The science is in: Processed food is addictive, can make you extremely unhappy and will prematurely kill you. How did this happen? And how have food manufacturers been able to deceive the world about these facts? Dr. Robert Lustig has written a new book, “The Hacking of the American Mind: The Science Behind the Corporate Takeover of Our Bodies and Brains,” in which he explains how and why this occurred.
He is perhaps most well-known for his brilliant research into sugar and obesity, and his previous book, “Fat Chance: Beating the Odds Against Sugar, Processed Food, Obesity and Disease,” was a New York Times Best Seller. Lustig is an emeritus professor of pediatrics in the division of endocrinology at the University of California, San Francisco, and a member of the Institute for Health Policy Studies. Since the last time I interviewed him, he’s also completed a master’s in public health law.
The Genesis of ‘Hacking of the American Mind’
The motivation for “The Hacking of the American Mind” began some 30 years ago, while still a postdoctoral fellow in neuroscience at Rockefeller University. There, he learned about the interaction between dopamine and serotonin in the brain. At the time, only basic correlational data existed, but there appeared to be a very specific interaction going on between these two neurochemicals.

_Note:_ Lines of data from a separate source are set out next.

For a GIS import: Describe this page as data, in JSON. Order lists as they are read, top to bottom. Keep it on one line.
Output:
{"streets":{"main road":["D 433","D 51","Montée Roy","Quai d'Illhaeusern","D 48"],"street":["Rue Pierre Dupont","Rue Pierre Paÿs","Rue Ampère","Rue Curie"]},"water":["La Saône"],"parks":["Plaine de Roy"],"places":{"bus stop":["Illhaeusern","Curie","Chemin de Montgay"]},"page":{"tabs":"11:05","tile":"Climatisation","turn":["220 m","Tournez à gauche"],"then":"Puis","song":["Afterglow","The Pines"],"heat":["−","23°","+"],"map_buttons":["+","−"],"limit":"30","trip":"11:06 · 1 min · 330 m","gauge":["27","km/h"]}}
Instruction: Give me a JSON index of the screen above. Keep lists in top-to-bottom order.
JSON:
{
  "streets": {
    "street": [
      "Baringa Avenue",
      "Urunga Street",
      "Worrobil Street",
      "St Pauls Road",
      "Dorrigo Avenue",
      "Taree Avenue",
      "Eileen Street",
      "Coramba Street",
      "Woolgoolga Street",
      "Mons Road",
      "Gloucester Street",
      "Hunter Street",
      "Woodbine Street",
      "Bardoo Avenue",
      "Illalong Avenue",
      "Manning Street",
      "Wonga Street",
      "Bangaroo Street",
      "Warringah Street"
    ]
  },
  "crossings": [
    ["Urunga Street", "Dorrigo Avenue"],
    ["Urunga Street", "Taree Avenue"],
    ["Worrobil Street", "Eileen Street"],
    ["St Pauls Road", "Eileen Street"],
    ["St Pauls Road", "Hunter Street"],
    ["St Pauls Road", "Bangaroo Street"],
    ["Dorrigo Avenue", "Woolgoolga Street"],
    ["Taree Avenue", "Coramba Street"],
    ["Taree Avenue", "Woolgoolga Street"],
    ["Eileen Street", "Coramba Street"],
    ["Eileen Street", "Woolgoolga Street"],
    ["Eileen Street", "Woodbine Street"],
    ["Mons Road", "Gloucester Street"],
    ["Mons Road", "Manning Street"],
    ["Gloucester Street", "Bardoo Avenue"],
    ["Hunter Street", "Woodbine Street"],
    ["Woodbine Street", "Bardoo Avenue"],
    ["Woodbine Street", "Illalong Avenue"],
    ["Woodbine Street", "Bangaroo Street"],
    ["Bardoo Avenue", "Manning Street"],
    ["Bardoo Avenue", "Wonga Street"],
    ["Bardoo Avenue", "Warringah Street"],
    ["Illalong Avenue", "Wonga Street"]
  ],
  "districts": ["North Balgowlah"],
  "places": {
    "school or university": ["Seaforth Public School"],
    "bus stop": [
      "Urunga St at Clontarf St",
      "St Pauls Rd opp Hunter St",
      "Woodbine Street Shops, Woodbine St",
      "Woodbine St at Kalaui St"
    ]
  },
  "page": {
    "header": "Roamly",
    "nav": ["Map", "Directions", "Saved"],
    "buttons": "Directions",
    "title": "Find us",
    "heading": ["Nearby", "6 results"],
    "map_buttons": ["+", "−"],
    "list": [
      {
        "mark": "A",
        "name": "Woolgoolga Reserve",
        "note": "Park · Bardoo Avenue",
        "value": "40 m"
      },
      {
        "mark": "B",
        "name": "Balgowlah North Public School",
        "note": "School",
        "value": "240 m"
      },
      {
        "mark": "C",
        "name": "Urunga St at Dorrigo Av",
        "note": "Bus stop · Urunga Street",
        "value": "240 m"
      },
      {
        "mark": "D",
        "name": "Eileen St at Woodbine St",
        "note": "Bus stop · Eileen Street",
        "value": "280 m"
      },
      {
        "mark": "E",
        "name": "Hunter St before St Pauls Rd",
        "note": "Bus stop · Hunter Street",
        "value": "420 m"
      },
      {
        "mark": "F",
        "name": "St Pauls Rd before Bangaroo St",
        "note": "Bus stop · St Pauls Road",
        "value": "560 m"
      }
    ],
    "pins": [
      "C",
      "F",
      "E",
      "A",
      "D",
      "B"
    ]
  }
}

“As I was researching the data for ‘Fat Chance,’ four years ago, it became very clear that the data had come in on the role of diet and behavioral health,” Lustig says. “In addition, we also now had neuroimaging studies. I realized everything was falling into place — that this issue, dopamine and serotonin, was actually at the core of what had now become our depression and opiate crises.
At the same time, I was giving Psychiatry Grand Rounds at a U.S. medical school in 2014. The woman who ran their outpatient treatment program took me on a tour of their facility. She was a recovered addict herself. She said something to me that was so jarring. She said, ‘When I was shooting up, I was happy. What my new life has brought me is pleasure.’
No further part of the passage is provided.